Major studio movies often try to recycle familiar characters by forcing a new twist or vision on them. Batman has been through this cycle multiple times. The Last Voyage of the Demeter brings back Dracula, although the movie actually does find a fresh angle. The story is about the boat that brought Dracula to London in a time before he was the figure we know him to be. That’s a great take, and director André Øvredal (Scary Stories to Tell in the Dark) executes it well.

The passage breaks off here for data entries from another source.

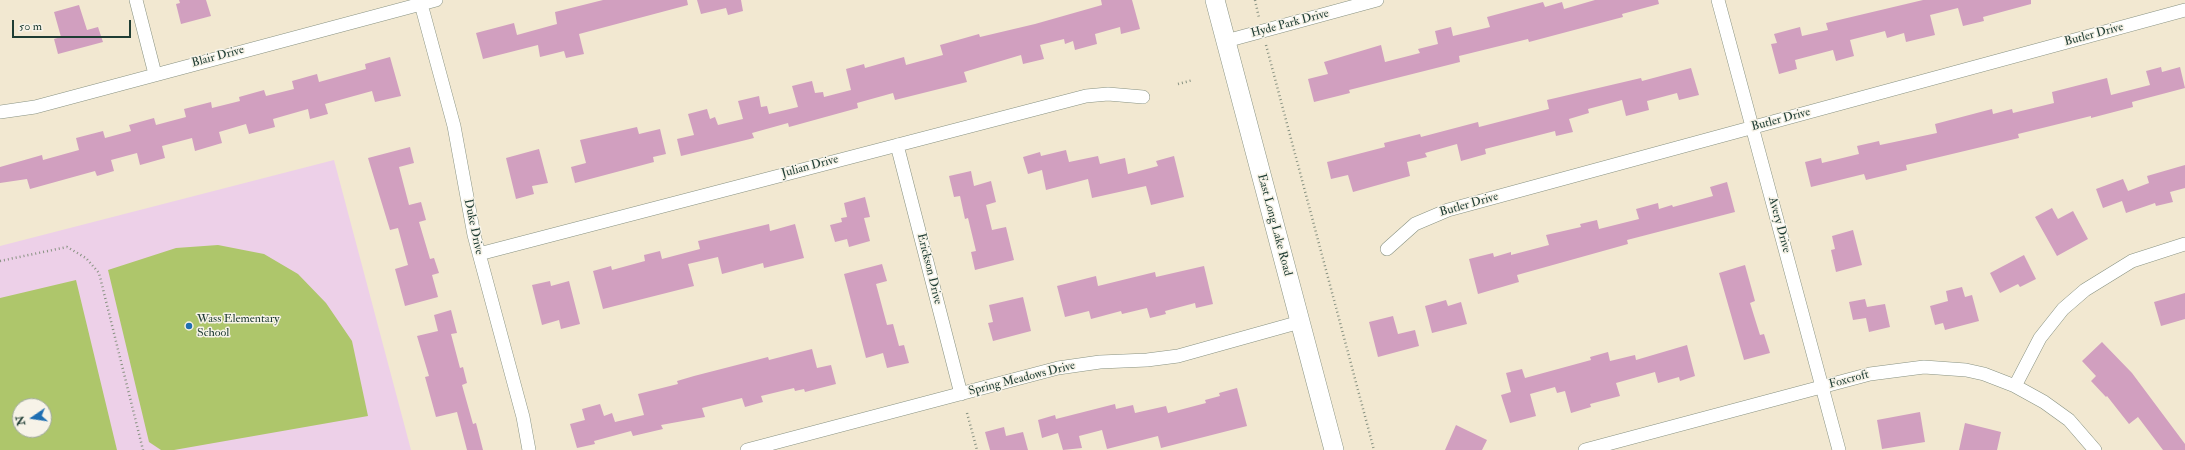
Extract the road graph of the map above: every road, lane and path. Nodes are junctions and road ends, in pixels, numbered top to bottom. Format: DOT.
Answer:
graph roads {
  1 [pos="136,0"];
  2 [pos="436,0"];
  3 [pos="1215,0"];
  4 [pos="1255,0"];
  5 [pos="1377,0"];
  6 [pos="1718,0"];
  7 [pos="421,4"];
  8 [pos="2185,10"];
  9 [pos="1259,16"];
  10 [pos="1226,41"];
  11 [pos="1267,48"];
  12 [pos="156,74"];
  13 [pos="1193,80"];
  14 [pos="1178,84"];
  15 [pos="1143,97"];
  16 [pos="0,112"];
  17 [pos="1752,128"];
  18 [pos="897,145"];
  19 [pos="2185,244"];
  20 [pos="1387,249"];
  21 [pos="479,254"];
  22 [pos="0,261"];
  23 [pos="1300,322"];
  24 [pos="2015,386"];
  25 [pos="1822,387"];
  26 [pos="961,394"];
  27 [pos="967,413"];
  28 [pos="142,450"];
  29 [pos="530,450"];
  30 [pos="747,450"];
  31 [pos="977,450"];
  32 [pos="1334,450"];
  33 [pos="1374,450"];
  34 [pos="1585,450"];
  35 [pos="1839,450"];
  36 [pos="2095,450"];
  1 -- 12 [label="street"];
  2 -- 7 [label="street, Blair Drive"];
  3 -- 10 [label="main road, East Long Lake Road"];
  4 -- 9 [label="path"];
  5 -- 10 [label="street, Hyde Park Drive"];
  6 -- 17 [label="street, Avery Drive"];
  7 -- 12 [label="street, Blair Drive"];
  7 -- 21 [label="street, Duke Drive"];
  8 -- 17 [label="street, Butler Drive"];
  10 -- 23 [label="main road, East Long Lake Road"];
  11 -- 33 [label="path"];
  12 -- 16 [label="street, Blair Drive"];
  13 -- 14 [label="path"];
  15 -- 18 [label="street, Julian Drive"];
  17 -- 20 [label="street, Butler Drive"];
  17 -- 25 [label="street, Avery Drive"];
  18 -- 21 [label="street, Julian Drive"];
  18 -- 26 [label="street, Erickson Drive"];
  19 -- 24 [label="street"];
  21 -- 29 [label="street, Duke Drive"];
  22 -- 28 [label="path"];
  23 -- 26 [label="street, Spring Meadows Drive"];
  23 -- 32 [label="main road, East Long Lake Road"];
  24 -- 25 [label="street, Foxcroft"];
  24 -- 36 [label="street, Foxcroft"];
  25 -- 34 [label="street, Foxcroft"];
  25 -- 35 [label="street, Avery Drive"];
  26 -- 30 [label="street, Spring Meadows Drive"];
  27 -- 31 [label="path"];
}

Corey Hawkins (Straight Outta Compton) plays Clemens, a doctor who gets a job on the Demeter after saving the life of Toby (Cobweb’s Woody Norman), the young son of Captain Eliot (Liam Cunningham). The ship has been commissioned to transport 50 wooden crates, the contents of which are unknown. First mate Wojcheck (David Dastmalchian) is determined to get a promised bonus for delivering the crates in a timely manner.
Everyone soon discovers that there are two people on board they didn’t know about. One is a female stowaway, Anna (Aisling Franciosi). The other is whatever killed all the on-board livestock and has now started killing members of the crew in gruesome fashion. As bodies begin piling up, Captain Eliot orders a complete search of the ship, but the culprit proves elusive. That’s because he can turn into a bat-like creature and fly away.
In terms of structure, The Last Voyage of the Demeter is very similar to Alien. It’s a slow-burn kind of horror movie where the first third is spent letting us get to know the characters while simultaneously building a sense of dread. The middle third has people dying one at a time as those still surviving try to determine what’s happening. Then you get the final third where the creature launches into a sustained attack. Few films can match the nerve-rattling tension of Ridley Scott’s 1979 masterpiece. Øvredal nevertheless manages to sustain an eerie vibe, effectively using fog to generate ambiance, as well as to make it difficult to guess when Dracula will pop out.
Once it settles into full-on horror, the movie offers several shockingly graphic slayings. You definitely get your money’s worth in terms of gory vampire attacks. We’ve all seen the trope where a vampire turns to ash upon getting hit with sunlight. A poor crew member gets bitten and transformed, then suffers an excruciating demise that makes turning to ash seem tame. These moments pack a punch because the plot has spent time building up to them. Layers of suspense are continually added so that when the violence arrives, it feels like a release.
Production design on the film is incredible. The ship and costumes are beautifully detailed, helping to set the tone. Sturdy performances from Hawkins, Dastmalchian and Cunningham give the story a human center. Buried under first-class makeup and prosthetics to play Dracula, Javier Botet is thoroughly menacing. The Last Voyage of the Demeter has a couple brief slow spots and the supporting characters could have been more colorful. The good qualities are strong enough to compensate for a few minor flaws. On balance, this is a well-made, atmospheric chiller that nicely differentiates itself from other cinematic Dracula tales.
out of four
The Last Voyage of the Demeter is rated R for bloody violence. The running time is 1 hour and 58 minutes.